The word delimiter filter is actually combining "100-001" into "100001". You
have BOTH catenateNumbers AND catenateAll, so "100-R8989" should generate
THREE tokens: the concatenated numbers 100", the concatenated words "R8989",
and both numbers and words concatenated, "100R8989 ".
-- Jack Krupansky
-----Original Message-----
From: EXTERNAL Taminidi Ravi (ETI, Automotive-Service-Solutions)

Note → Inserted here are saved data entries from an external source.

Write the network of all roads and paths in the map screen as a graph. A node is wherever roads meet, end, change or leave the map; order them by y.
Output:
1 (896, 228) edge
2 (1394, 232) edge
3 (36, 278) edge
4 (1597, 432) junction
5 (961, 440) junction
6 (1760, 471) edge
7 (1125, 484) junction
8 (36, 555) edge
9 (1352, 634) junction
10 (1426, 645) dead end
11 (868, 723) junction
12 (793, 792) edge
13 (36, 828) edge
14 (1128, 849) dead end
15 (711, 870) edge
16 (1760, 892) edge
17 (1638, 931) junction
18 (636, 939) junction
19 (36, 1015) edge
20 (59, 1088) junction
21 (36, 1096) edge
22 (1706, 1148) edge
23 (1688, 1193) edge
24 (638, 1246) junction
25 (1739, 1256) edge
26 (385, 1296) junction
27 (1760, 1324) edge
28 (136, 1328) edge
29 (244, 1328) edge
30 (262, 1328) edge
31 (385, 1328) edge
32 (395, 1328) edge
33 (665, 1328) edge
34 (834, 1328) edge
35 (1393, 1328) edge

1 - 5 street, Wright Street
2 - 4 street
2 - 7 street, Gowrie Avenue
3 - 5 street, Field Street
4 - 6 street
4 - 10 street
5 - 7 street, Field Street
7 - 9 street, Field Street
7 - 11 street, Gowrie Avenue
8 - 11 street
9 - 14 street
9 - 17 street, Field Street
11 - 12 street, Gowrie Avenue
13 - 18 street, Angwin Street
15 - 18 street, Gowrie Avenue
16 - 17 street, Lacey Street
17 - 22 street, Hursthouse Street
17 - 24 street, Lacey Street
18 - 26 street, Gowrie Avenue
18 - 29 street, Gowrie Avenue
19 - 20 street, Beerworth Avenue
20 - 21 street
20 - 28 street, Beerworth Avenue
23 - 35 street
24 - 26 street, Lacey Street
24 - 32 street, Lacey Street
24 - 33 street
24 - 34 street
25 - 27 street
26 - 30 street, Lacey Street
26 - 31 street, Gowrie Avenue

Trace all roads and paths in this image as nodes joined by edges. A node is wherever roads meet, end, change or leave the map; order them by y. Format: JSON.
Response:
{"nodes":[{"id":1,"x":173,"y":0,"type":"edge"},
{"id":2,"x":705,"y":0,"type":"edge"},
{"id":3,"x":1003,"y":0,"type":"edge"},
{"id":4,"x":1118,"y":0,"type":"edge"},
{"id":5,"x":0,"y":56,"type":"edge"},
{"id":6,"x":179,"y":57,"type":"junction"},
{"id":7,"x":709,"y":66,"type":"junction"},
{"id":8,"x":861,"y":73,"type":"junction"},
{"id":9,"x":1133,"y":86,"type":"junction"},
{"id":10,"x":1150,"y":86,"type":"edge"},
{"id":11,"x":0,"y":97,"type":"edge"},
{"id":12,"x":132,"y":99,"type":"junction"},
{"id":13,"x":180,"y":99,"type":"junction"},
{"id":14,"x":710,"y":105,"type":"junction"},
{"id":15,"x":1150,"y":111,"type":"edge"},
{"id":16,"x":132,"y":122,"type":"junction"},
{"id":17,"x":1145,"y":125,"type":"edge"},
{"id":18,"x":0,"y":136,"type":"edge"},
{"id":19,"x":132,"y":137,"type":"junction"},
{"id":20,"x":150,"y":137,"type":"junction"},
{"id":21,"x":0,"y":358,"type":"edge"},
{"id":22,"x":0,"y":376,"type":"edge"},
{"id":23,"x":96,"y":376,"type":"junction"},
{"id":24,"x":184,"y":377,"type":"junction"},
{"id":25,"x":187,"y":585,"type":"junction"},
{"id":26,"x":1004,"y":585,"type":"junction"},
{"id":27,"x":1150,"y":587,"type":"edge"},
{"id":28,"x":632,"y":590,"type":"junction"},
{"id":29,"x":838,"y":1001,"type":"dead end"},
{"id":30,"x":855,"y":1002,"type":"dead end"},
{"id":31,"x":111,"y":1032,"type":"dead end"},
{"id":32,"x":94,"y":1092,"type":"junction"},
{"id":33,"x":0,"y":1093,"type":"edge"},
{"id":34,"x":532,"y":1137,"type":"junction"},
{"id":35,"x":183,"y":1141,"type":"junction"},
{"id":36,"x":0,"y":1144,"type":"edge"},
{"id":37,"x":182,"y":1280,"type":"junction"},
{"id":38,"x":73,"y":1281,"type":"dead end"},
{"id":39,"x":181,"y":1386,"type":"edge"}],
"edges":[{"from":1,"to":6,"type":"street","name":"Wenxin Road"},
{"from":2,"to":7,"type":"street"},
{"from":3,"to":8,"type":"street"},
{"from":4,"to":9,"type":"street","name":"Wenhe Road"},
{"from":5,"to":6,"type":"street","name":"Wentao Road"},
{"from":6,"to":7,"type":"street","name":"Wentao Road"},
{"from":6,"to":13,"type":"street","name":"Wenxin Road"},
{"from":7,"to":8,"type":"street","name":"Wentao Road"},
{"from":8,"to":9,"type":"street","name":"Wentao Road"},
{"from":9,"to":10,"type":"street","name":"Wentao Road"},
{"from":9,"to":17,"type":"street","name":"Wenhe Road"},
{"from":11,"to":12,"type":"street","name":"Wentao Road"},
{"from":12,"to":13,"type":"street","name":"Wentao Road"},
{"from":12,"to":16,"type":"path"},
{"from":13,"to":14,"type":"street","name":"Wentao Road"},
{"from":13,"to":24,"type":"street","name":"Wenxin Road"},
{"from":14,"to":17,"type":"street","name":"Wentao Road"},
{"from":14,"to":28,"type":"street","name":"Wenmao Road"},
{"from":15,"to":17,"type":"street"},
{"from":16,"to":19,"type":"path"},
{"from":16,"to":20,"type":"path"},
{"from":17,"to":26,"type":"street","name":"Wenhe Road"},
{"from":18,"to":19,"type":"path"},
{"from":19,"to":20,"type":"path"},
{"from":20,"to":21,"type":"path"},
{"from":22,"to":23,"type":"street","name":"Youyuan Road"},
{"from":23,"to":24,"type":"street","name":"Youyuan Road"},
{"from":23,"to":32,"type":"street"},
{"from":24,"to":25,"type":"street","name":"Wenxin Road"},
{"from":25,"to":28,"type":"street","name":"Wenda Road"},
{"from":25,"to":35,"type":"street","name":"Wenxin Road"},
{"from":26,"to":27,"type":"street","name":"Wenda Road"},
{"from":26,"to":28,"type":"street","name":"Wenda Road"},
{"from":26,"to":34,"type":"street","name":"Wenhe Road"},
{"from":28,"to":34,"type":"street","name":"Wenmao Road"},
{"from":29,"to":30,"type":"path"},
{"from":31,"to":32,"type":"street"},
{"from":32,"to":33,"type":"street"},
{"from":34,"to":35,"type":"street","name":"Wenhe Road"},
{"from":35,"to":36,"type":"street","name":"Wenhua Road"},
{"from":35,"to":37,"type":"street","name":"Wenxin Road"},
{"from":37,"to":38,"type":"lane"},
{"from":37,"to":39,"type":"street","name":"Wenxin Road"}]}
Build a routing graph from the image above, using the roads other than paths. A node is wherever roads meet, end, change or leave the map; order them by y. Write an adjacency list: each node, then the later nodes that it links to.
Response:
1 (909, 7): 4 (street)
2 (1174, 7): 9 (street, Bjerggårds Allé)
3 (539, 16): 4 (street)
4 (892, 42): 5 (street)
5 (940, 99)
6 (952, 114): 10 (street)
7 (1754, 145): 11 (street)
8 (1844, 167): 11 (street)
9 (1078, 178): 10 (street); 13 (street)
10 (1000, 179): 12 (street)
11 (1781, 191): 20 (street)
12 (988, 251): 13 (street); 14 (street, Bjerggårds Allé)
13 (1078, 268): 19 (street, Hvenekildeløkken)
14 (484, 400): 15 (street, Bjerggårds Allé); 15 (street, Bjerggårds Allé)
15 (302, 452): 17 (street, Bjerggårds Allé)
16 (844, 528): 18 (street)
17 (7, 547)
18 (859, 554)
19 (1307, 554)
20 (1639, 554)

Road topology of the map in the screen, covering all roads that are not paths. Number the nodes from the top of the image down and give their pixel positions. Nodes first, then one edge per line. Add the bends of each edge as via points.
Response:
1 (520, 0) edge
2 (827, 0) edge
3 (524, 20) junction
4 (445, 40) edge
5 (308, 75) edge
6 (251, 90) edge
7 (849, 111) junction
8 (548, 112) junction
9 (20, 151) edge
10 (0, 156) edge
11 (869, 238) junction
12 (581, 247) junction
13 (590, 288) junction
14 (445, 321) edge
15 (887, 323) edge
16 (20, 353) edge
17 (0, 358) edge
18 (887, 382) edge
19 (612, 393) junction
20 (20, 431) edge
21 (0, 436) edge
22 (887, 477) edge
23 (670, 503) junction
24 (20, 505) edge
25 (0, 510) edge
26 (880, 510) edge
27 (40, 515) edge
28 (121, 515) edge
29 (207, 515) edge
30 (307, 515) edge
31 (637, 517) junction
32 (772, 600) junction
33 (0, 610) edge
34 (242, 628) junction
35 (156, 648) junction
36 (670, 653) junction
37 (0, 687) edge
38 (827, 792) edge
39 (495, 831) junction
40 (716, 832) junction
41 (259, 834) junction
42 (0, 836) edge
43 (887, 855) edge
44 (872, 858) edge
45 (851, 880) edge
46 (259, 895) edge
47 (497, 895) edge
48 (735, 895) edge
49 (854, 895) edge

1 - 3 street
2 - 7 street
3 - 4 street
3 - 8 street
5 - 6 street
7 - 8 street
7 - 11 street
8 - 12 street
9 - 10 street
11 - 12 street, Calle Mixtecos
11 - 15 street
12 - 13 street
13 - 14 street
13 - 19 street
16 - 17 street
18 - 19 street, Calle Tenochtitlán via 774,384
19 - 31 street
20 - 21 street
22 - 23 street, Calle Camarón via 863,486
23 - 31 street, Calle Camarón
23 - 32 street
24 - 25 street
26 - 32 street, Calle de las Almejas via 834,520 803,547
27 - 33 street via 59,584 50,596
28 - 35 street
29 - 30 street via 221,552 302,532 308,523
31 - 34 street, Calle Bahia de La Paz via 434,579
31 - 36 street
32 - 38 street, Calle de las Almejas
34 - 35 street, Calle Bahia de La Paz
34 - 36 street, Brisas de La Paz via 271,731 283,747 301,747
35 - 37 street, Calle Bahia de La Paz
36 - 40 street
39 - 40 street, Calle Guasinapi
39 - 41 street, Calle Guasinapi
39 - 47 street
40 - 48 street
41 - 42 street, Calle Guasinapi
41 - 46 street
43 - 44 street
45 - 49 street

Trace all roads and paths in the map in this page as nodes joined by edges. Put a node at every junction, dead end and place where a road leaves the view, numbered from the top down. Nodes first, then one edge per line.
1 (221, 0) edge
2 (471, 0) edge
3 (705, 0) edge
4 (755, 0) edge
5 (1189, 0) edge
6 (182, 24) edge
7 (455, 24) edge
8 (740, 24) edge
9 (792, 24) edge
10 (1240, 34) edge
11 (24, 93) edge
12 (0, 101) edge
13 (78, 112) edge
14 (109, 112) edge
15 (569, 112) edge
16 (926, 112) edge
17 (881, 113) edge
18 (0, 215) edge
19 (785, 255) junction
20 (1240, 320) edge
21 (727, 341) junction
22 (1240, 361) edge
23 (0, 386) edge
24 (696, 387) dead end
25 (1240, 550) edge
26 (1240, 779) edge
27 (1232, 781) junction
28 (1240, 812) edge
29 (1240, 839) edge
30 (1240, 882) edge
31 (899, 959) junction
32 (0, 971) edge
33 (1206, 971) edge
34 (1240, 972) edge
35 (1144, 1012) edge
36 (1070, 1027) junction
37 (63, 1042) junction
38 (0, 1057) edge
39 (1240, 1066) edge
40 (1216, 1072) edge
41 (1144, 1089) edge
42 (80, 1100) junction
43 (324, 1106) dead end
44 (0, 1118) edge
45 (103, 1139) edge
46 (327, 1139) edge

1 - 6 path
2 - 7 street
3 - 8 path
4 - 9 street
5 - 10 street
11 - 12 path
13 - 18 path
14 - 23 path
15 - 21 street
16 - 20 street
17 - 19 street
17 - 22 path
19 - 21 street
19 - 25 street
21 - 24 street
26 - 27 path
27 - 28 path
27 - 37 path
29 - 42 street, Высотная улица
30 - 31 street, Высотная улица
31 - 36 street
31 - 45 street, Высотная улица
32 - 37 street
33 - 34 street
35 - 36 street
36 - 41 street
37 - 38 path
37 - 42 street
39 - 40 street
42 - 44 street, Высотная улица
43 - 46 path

Sent: Friday, August 8, 2014 3:27 PM
To: solr-user@lucene.apache.org
Subject: WordDelimiter
HI, I have a situation where I don't want to split the words, I am using the
workdelimterfilter where it works good.
For eg. If I send to analyszer for 100-001 , it is not splitting the
keyword, but if I send 100-R8989 then the worddelimiter filter to 100 |
R9889, below is the filed analyzer and filter. Same thing using for Query
time.
Let me know if I am missing something here.
<analyzer type="index">
<charFilter
class="solr.HTMLStripCharFilterFactory" />
<tokenizer
class="solr.WhitespaceTokenizerFactory"/>
<filter class="solr.StopFilterFactory"
ignoreCase="true" words="stopwords.txt" />
<filter
class="solr.LowerCaseFilterFactory"/>
<filter class="solr.KStemFilterFactory"/>
<filter
class="solr.WordDelimiterFilterFactory" generateWordParts="0"
generateNumberParts="0" splitOnCaseChange="0"
splitOnNumerics="0"
stemEnglishPossessive="0" catenateWords="1" catenateNumbers="1"
catenateAll="1"
preserveOriginal="0"/>
<filter class="solr.SynonymFilterFactory"
synonyms="synonyms.txt" ignoreCase="true" expand="true"/>
</analyzer>